Élimination : Cela inclut toute opération visant la destruction définitive de matières résiduelles, notamment par l’enfouissement, le stockage ou l’incinération. Il s’agit du dernier recours. Cette option qui coûte chère, autant à l’environnement qu’au portefeuille, consiste à ne déposer dans les bacs à ordures que les déchets ultimes qui sont des résidus qui ne peuvent être réutilisés, recyclés, valorisés ou compostés. Ils sont acheminés vers des lieux d’enfouissement technique. À minima, un tri devrait s’effectuer en amont et différents types de bacs selon la nature du déchet (plastique, papier, verres, …) avec le plus souvent une variation de couleur. Ceci nécessite en amont une vaste sensibilisation de la population et une réorientation de l’entreprise collectrice des déchets qui, selon les orientations actuelles de la décentralisation au Cameroun, devra être sous l’égide des collectivités territoriales.

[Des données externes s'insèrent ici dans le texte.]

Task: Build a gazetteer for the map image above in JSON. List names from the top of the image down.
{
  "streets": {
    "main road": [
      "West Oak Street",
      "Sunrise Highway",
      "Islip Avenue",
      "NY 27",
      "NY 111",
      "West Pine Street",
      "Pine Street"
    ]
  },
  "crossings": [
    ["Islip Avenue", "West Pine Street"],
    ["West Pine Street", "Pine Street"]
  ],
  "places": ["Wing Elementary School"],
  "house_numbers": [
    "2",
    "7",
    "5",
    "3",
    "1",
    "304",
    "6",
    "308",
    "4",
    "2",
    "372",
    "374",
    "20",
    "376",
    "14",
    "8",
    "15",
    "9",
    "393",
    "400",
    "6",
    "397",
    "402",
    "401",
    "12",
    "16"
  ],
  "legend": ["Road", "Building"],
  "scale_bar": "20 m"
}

En somme, il convient d’assurer une saine gestion des matières résiduelles. Pour ce faire, il faut privilégier, par ordre de priorité, la réduction, le réemploi, le recyclage, les formes autres de valorisation puis l’élimination de ces matières. Face aux difficultés de collecte de déchets, il convient que l’élimination ne soit plus que l’ultime recours car chacun aura mené des actions en amont autant que faire se peut pour que diminue significativement ce qui est déposé dans les bacs à ordures.
Dr Pierre Moueleu, Consultant-Formateur en QHSE (Qualité, Hygiène, Sécurité et Environnement)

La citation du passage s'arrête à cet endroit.